* _WHAT TO DO_: Return the entries below verbatim. Pictures stay out.
╭─ ENTRIES SHOWN
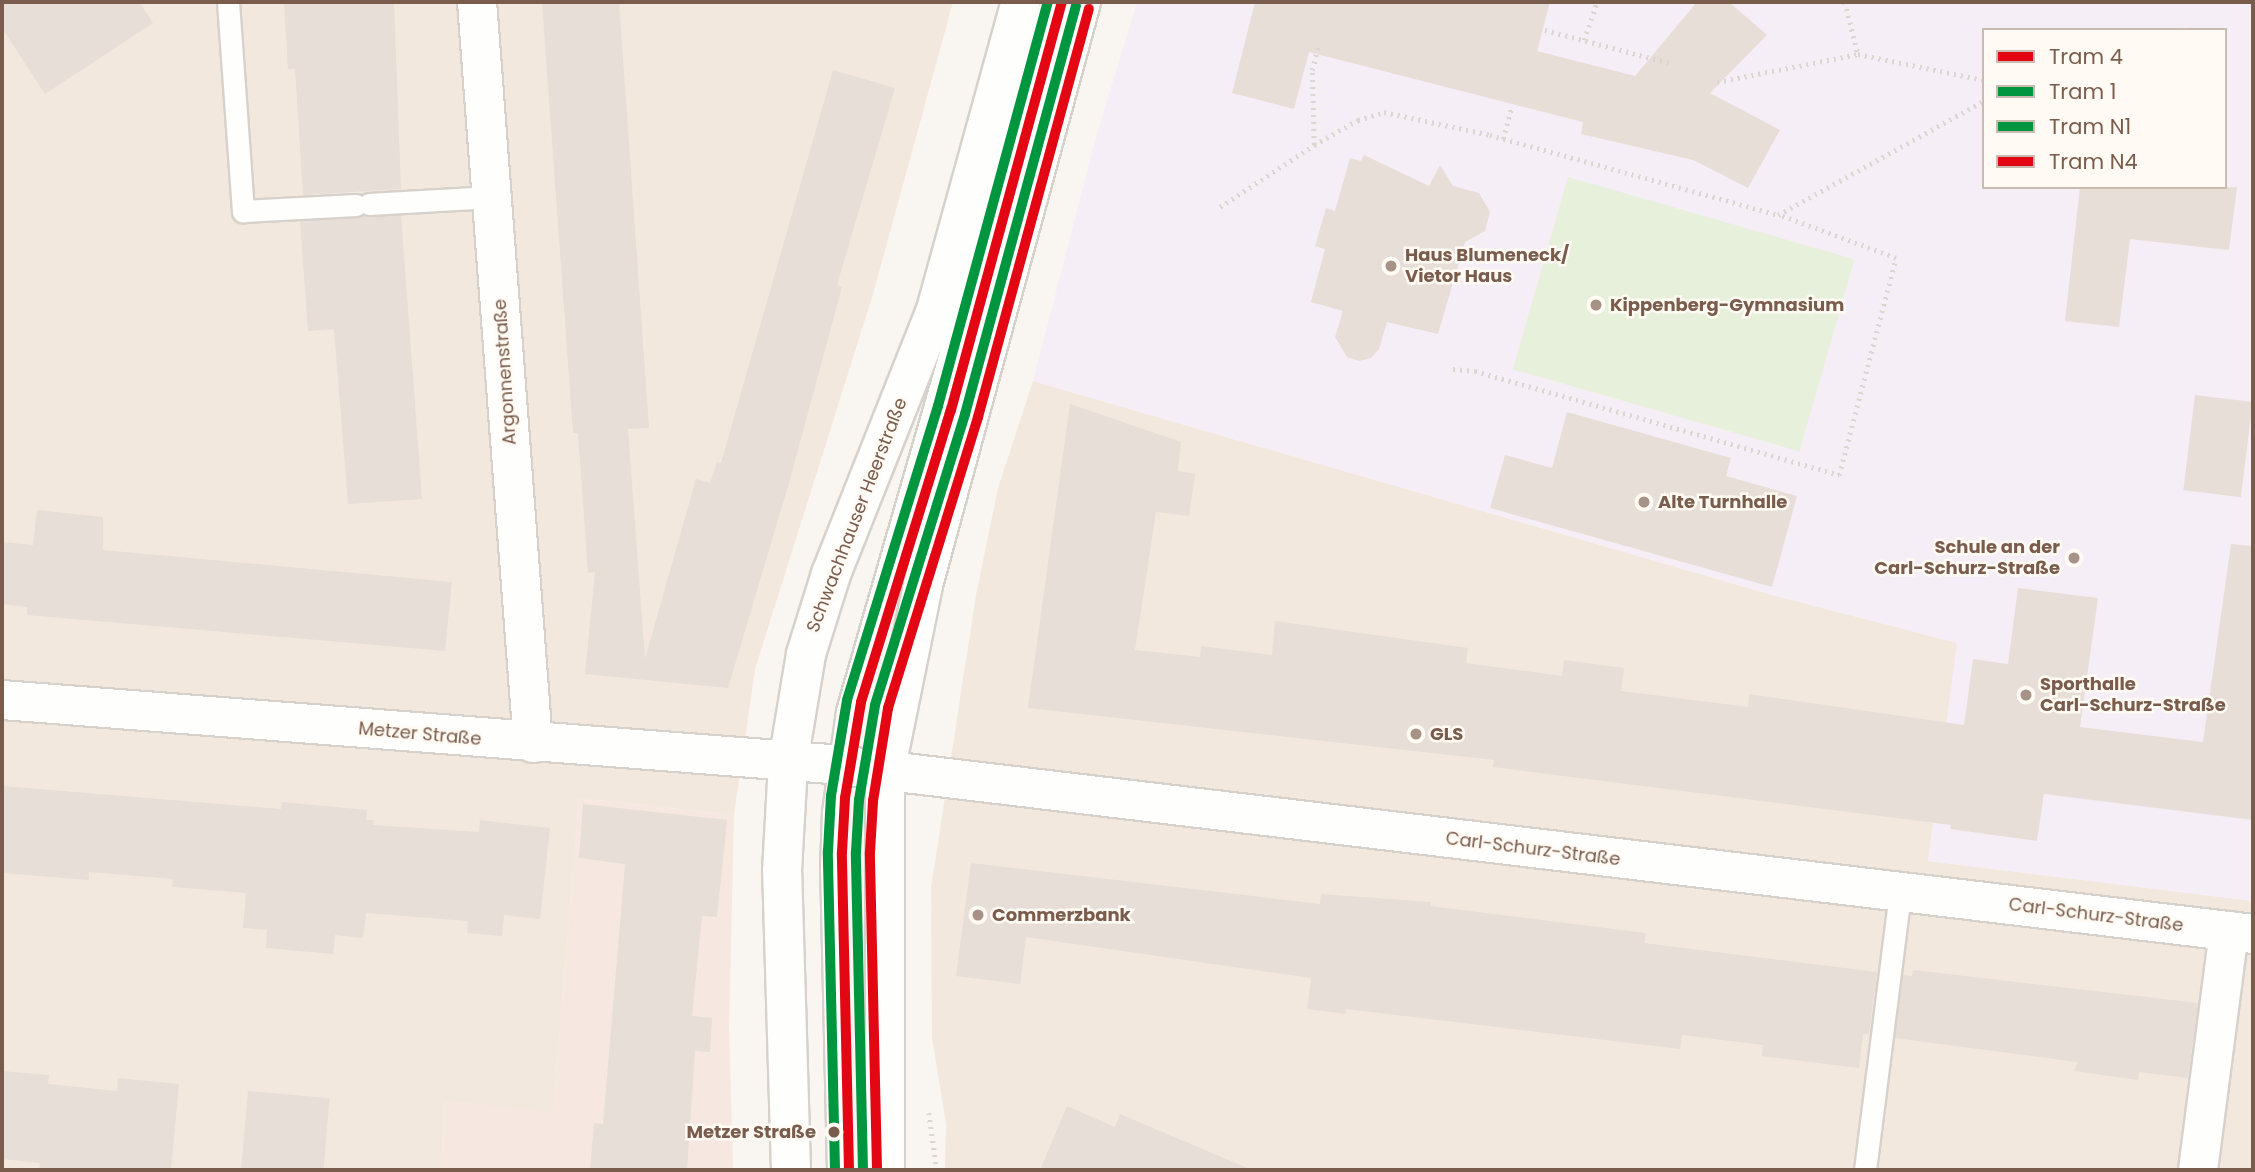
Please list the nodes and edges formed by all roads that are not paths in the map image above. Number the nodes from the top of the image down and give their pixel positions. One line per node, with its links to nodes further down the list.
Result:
1 (228, 2): 6 (lane)
2 (477, 2): 6 (street, Argonnenstraße)
3 (1021, 2): 9 (street, Schwachhauser Heerstraße)
4 (1051, 2): 10 (lane)
5 (1081, 2): 11 (street)
6 (492, 197): 8 (street, Argonnenstraße)
7 (2, 700): 8 (street, Metzer Straße)
8 (533, 743): 9 (street, Metzer Straße)
9 (788, 762): 10 (street, Metzer Straße); 14 (street, Schwachhauser Heerstraße)
10 (838, 765): 11 (street, Carl-Schurz-Straße); 15 (lane)
11 (885, 772): 12 (street, Carl-Schurz-Straße); 16 (street)
12 (1900, 893): 13 (street, Carl-Schurz-Straße); 17 (lane)
13 (2241, 932): 18 (street, Carl-Schurz-Straße)
14 (791, 1170)
15 (838, 1170)
16 (885, 1170)
17 (1865, 1170)
18 (2198, 1170)

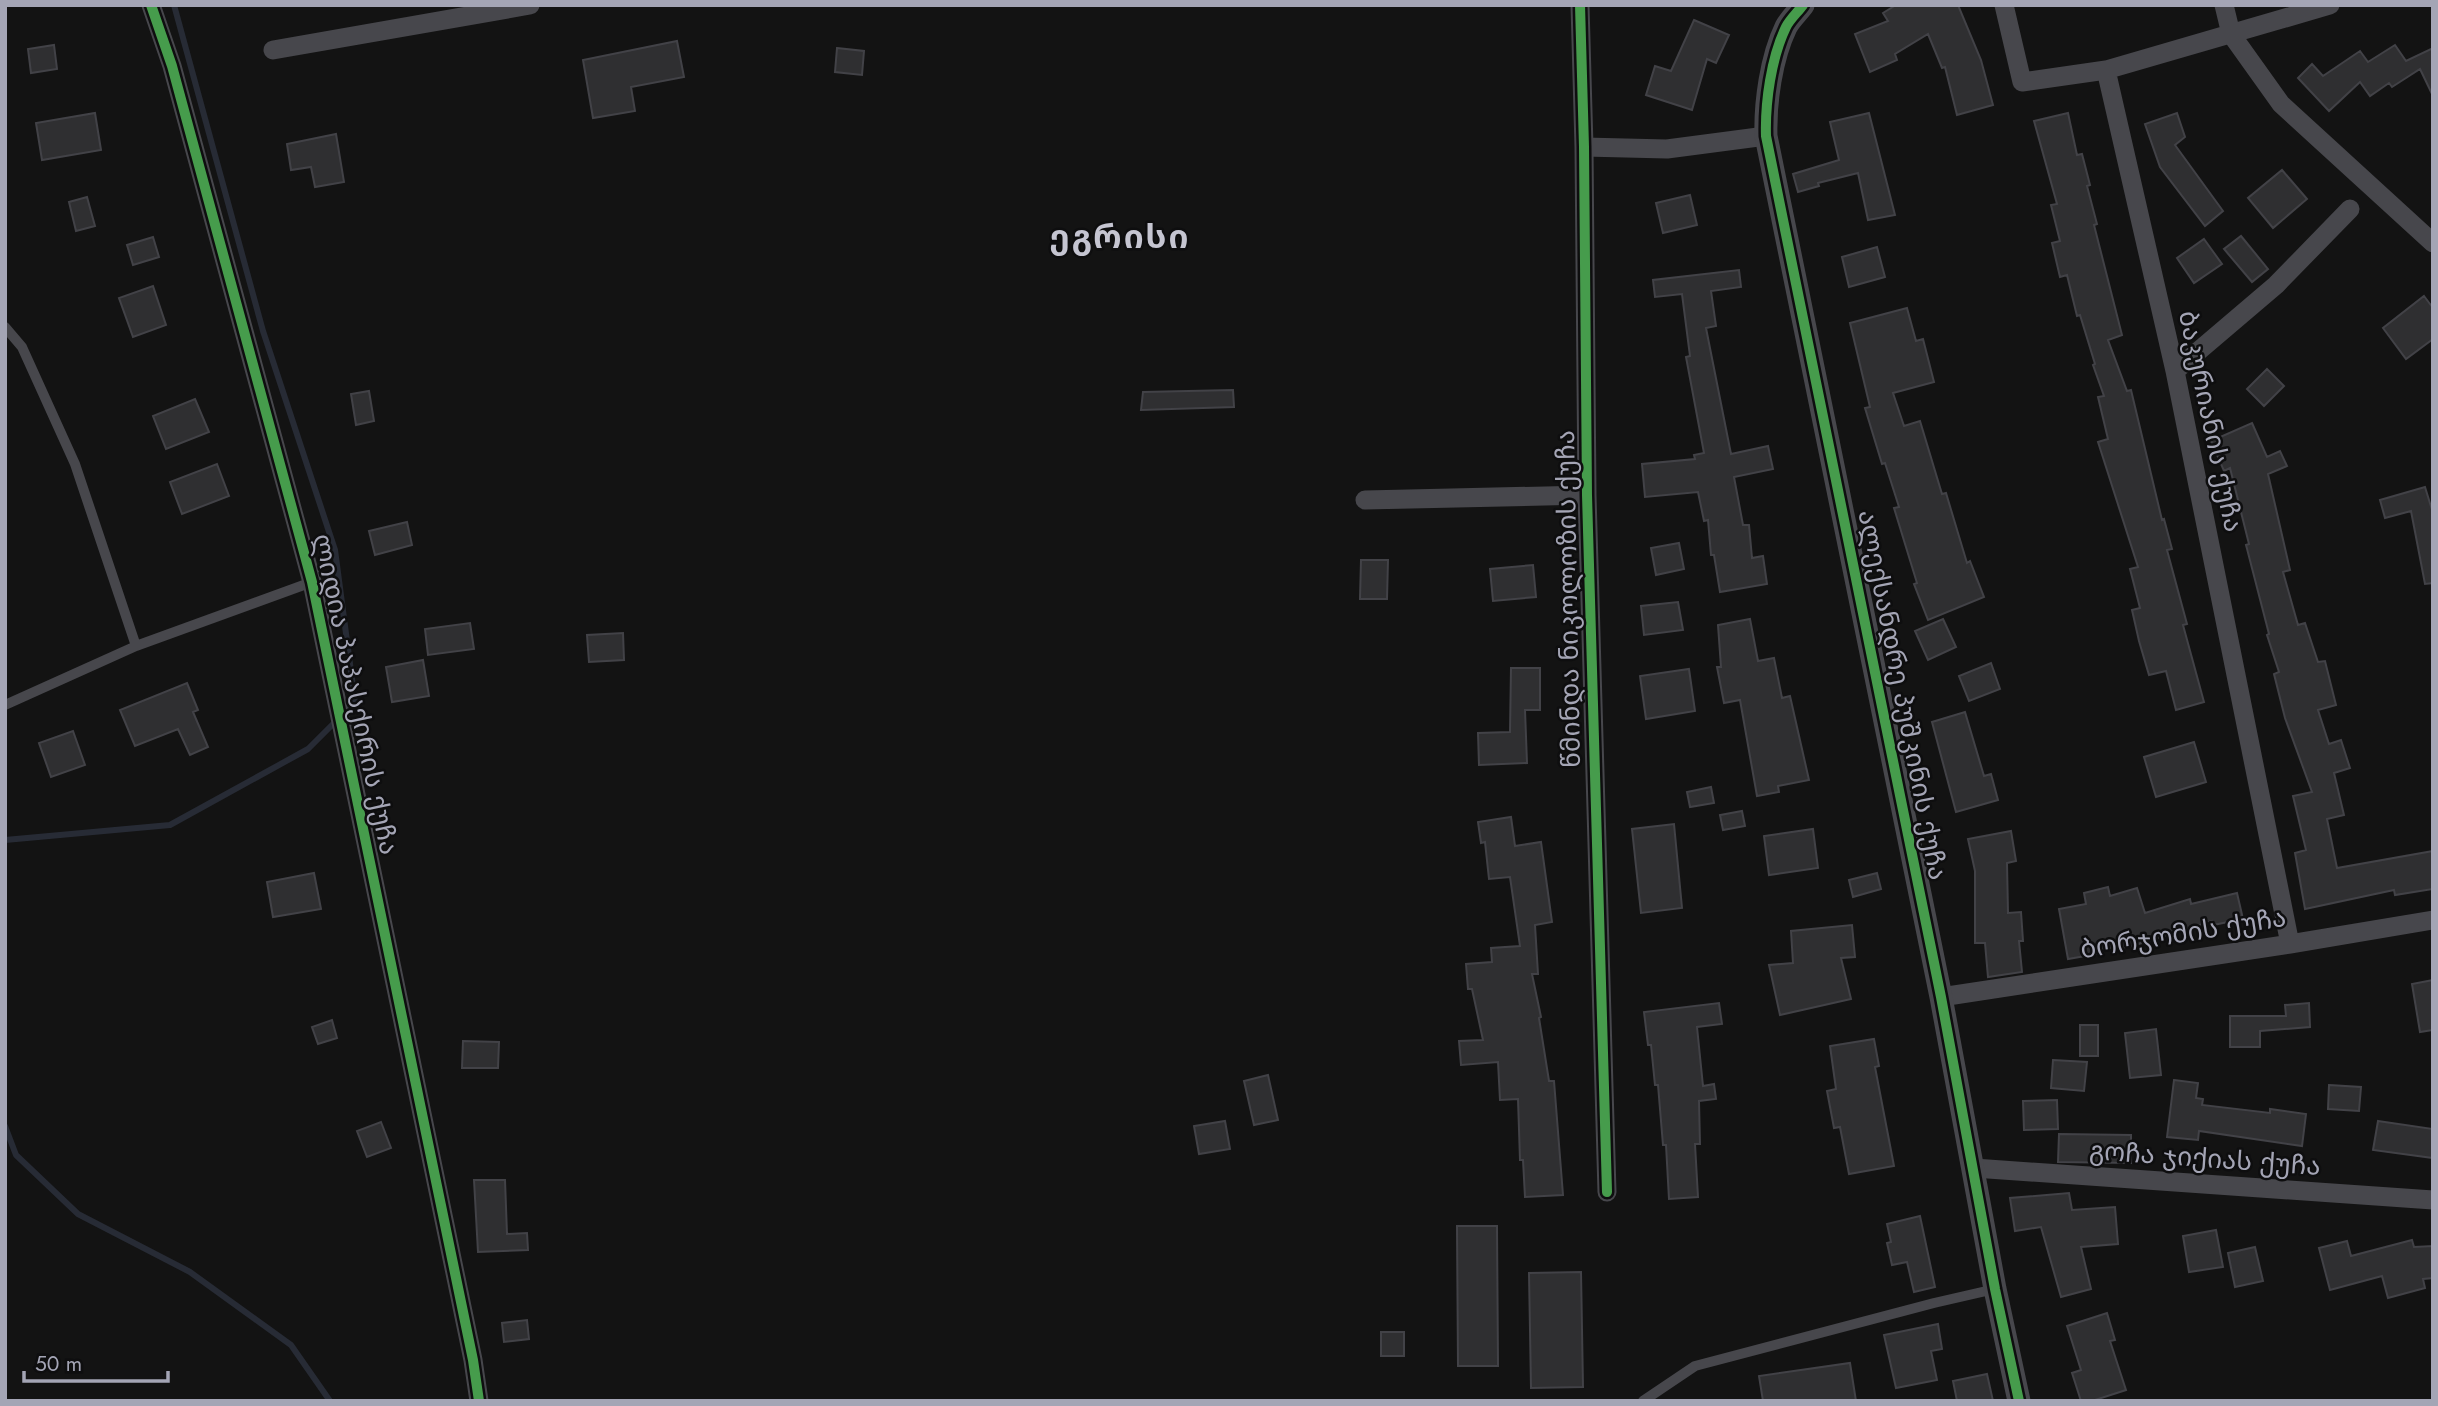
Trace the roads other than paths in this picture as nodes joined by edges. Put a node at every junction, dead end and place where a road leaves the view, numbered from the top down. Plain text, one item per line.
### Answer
╰─
* _RESULT_:
Please list the nodes and edges formed by all roads that are not paths in the map image above. Number the nodes from the top of the image down and give their pixel positions. One line per node, with its links to nodes further down the list.
Result:
1 (228, 2): 6 (lane)
2 (477, 2): 6 (street, Argonnenstraße)
3 (1021, 2): 9 (street, Schwachhauser Heerstraße)
4 (1051, 2): 10 (lane)
5 (1081, 2): 11 (street)
6 (492, 197): 8 (street, Argonnenstraße)
7 (2, 700): 8 (street, Metzer Straße)
8 (533, 743): 9 (street, Metzer Straße)
9 (788, 762): 10 (street, Metzer Straße); 14 (street, Schwachhauser Heerstraße)
10 (838, 765): 11 (street, Carl-Schurz-Straße); 15 (lane)
11 (885, 772): 12 (street, Carl-Schurz-Straße); 16 (street)
12 (1900, 893): 13 (street, Carl-Schurz-Straße); 17 (lane)
13 (2241, 932): 18 (street, Carl-Schurz-Straße)
14 (791, 1170)
15 (838, 1170)
16 (885, 1170)
17 (1865, 1170)
18 (2198, 1170)

Trace the roads other than paths in this picture as nodes joined by edges. Put a node at every junction, dead end and place where a road leaves the view, numbered from the top down. Plain text, one item per line.
### Answer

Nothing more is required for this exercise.